Interestingly, despite their great impact, some of these iconic images are based on erroneous assumptions, wrong concepts, great simplifications, and different degrees of manipulation. Darwin’s evolutionary “tree” is probably based on an alga that he collected during his cruise with the Beagle and which he mistook for a coral (Bredekamp 2005). Huxley’s arrangement of apes and human in row has been criticized for exemplifying the rather ancient, pre-evolutionary idea of the great chain of being (see Lovejoy 1936) instead of that of evolution, which has to be represented by a branching diagram (Gould 1989). The most notorious example, however, is the embryonic table of Haeckel, for which Haeckel has been accused of manipulation of details and even fraud to make the pictures fit his evolutionary ideas (see Hopwood 2015).

Our data show a distinct misfit between Thompson’s claims concerning Cartesian transformation and what actually happens to the images when Thompson’s method is used. It is not clear whether these discrepancies are based on intention, i.e., that Thompson manipulated the data to some degree to gain a better fit to his ideas.
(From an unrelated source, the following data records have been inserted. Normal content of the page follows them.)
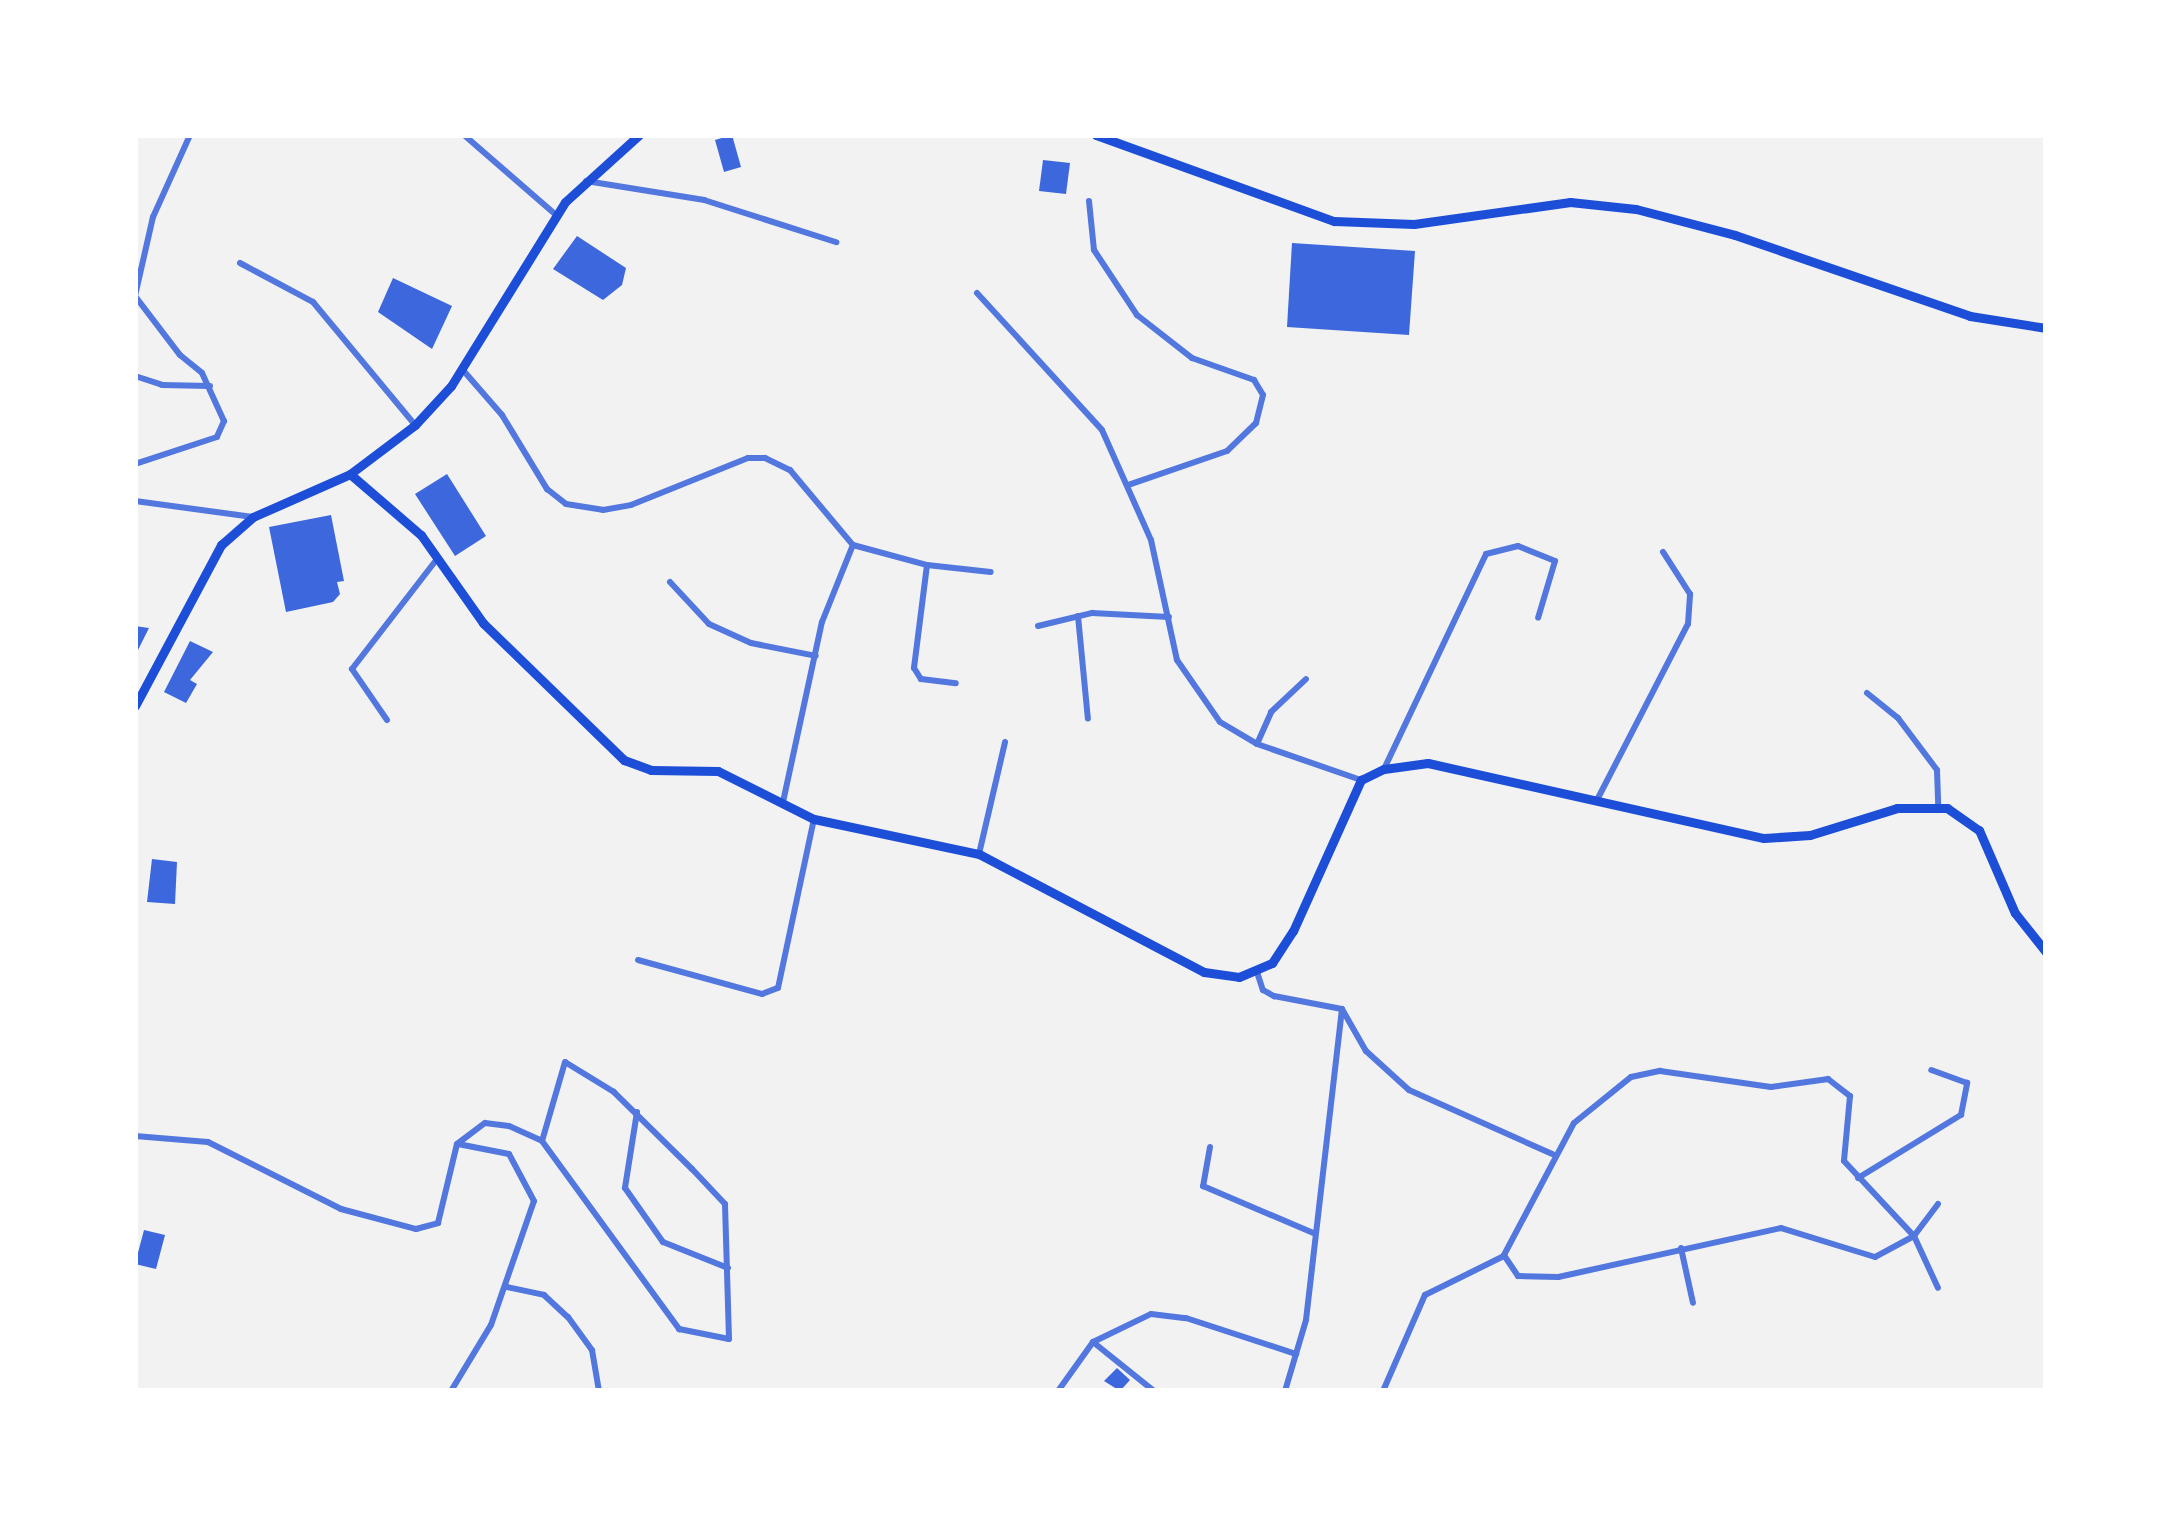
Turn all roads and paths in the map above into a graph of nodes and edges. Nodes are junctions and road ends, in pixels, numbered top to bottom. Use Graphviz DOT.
graph roads {
  1 [pos="190,135"];
  2 [pos="464,135"];
  3 [pos="639,135"];
  4 [pos="1096,135"];
  5 [pos="582,181"];
  6 [pos="1089,201"];
  7 [pos="556,216"];
  8 [pos="836,242"];
  9 [pos="240,263"];
  10 [pos="977,293"];
  11 [pos="135,296"];
  12 [pos="135,306"];
  13 [pos="142,312"];
  14 [pos="2046,328"];
  15 [pos="462,368"];
  16 [pos="135,376"];
  17 [pos="210,386"];
  18 [pos="415,425"];
  19 [pos="135,464"];
  20 [pos="350,474"];
  21 [pos="1128,485"];
  22 [pos="135,501"];
  23 [pos="253,517"];
  24 [pos="853,545"];
  25 [pos="1664,552"];
  26 [pos="438,558"];
  27 [pos="927,565"];
  28 [pos="991,572"];
  29 [pos="670,582"];
  30 [pos="1078,616"];
  31 [pos="1169,617"];
  32 [pos="1538,618"];
  33 [pos="1038,626"];
  34 [pos="816,656"];
  35 [pos="1306,679"];
  36 [pos="956,683"];
  37 [pos="1867,693"];
  38 [pos="135,706"];
  39 [pos="1088,719"];
  40 [pos="386,720"];
  41 [pos="1005,742"];
  42 [pos="1257,744"];
  43 [pos="1384,769"];
  44 [pos="1361,780"];
  45 [pos="1597,800"];
  46 [pos="783,802"];
  47 [pos="1938,806"];
  48 [pos="814,819"];
  49 [pos="979,854"];
  50 [pos="2046,952"];
  51 [pos="638,960"];
  52 [pos="1257,972"];
  53 [pos="1342,1010"];
  54 [pos="1932,1070"];
  55 [pos="638,1112"];
  56 [pos="135,1136"];
  57 [pos="542,1141"];
  58 [pos="456,1144"];
  59 [pos="1210,1147"];
  60 [pos="1552,1154"];
  61 [pos="1858,1178"];
  62 [pos="1938,1204"];
  63 [pos="1312,1233"];
  64 [pos="1914,1236"];
  65 [pos="1681,1248"];
  66 [pos="1504,1256"];
  67 [pos="728,1268"];
  68 [pos="507,1286"];
  69 [pos="1938,1288"];
  70 [pos="1694,1303"];
  71 [pos="1093,1342"];
  72 [pos="1296,1354"];
  73 [pos="451,1391"];
  74 [pos="599,1391"];
  75 [pos="1058,1391"];
  76 [pos="1154,1391"];
  77 [pos="1285,1391"];
  78 [pos="1383,1391"];
  1 -- 11 [label="street"];
  2 -- 7 [label="street"];
  3 -- 5 [label="main road"];
  4 -- 14 [label="main road"];
  5 -- 7 [label="main road"];
  5 -- 8 [label="street"];
  6 -- 21 [label="street"];
  7 -- 15 [label="main road"];
  9 -- 18 [label="street"];
  10 -- 21 [label="street"];
  11 -- 13 [label="street"];
  12 -- 13 [label="street"];
  13 -- 17 [label="street"];
  15 -- 18 [label="main road"];
  15 -- 24 [label="street"];
  16 -- 17 [label="street"];
  17 -- 19 [label="street"];
  18 -- 20 [label="main road"];
  20 -- 23 [label="main road"];
  20 -- 26 [label="main road"];
  21 -- 31 [label="street"];
  22 -- 23 [label="street"];
  23 -- 38 [label="main road"];
  24 -- 27 [label="street"];
  24 -- 34 [label="street"];
  25 -- 45 [label="street"];
  26 -- 40 [label="street"];
  26 -- 46 [label="main road"];
  27 -- 28 [label="street"];
  27 -- 36 [label="street"];
  29 -- 34 [label="street"];
  30 -- 31 [label="street"];
  30 -- 33 [label="street"];
  30 -- 39 [label="street"];
  31 -- 42 [label="street"];
  32 -- 43 [label="street"];
  34 -- 46 [label="street"];
  35 -- 42 [label="street"];
  37 -- 47 [label="street"];
  41 -- 49 [label="street"];
  42 -- 44 [label="street"];
  43 -- 44 [label="main road"];
  43 -- 45 [label="main road"];
  44 -- 52 [label="main road"];
  45 -- 47 [label="main road"];
  46 -- 48 [label="main road"];
  47 -- 50 [label="main road"];
  48 -- 49 [label="main road"];
  48 -- 51 [label="street"];
  49 -- 52 [label="main road"];
  52 -- 53 [label="street"];
  53 -- 60 [label="street"];
  53 -- 63 [label="street"];
  54 -- 61 [label="street"];
  55 -- 57 [label="street"];
  55 -- 67 [label="street"];
  55 -- 67 [label="street"];
  56 -- 58 [label="street"];
  57 -- 58 [label="street"];
  57 -- 67 [label="street"];
  58 -- 68 [label="street"];
  59 -- 63 [label="street"];
  60 -- 61 [label="street"];
  60 -- 66 [label="street"];
  61 -- 64 [label="street"];
  62 -- 64 [label="street"];
  63 -- 72 [label="street"];
  64 -- 65 [label="street"];
  64 -- 69 [label="street"];
  65 -- 66 [label="street"];
  65 -- 70 [label="street"];
  66 -- 78 [label="street"];
  68 -- 73 [label="street"];
  68 -- 74 [label="street"];
  71 -- 72 [label="street"];
  71 -- 75 [label="street"];
  71 -- 76 [label="street"];
  72 -- 77 [label="street"];
}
Yet, it must be stressed that we tested only one of several figures and the other examples used by Thompson have to be analyzed with the same scrutiny before a general conclusion can be drawn. Nevertheless, Bookstein’s (1977) critique of Thompson’s moonfish image and the video loop on human to chimpanzee skull transformation of O’Neill (2009) strongly suggest that more of Thompson’s images are problematic.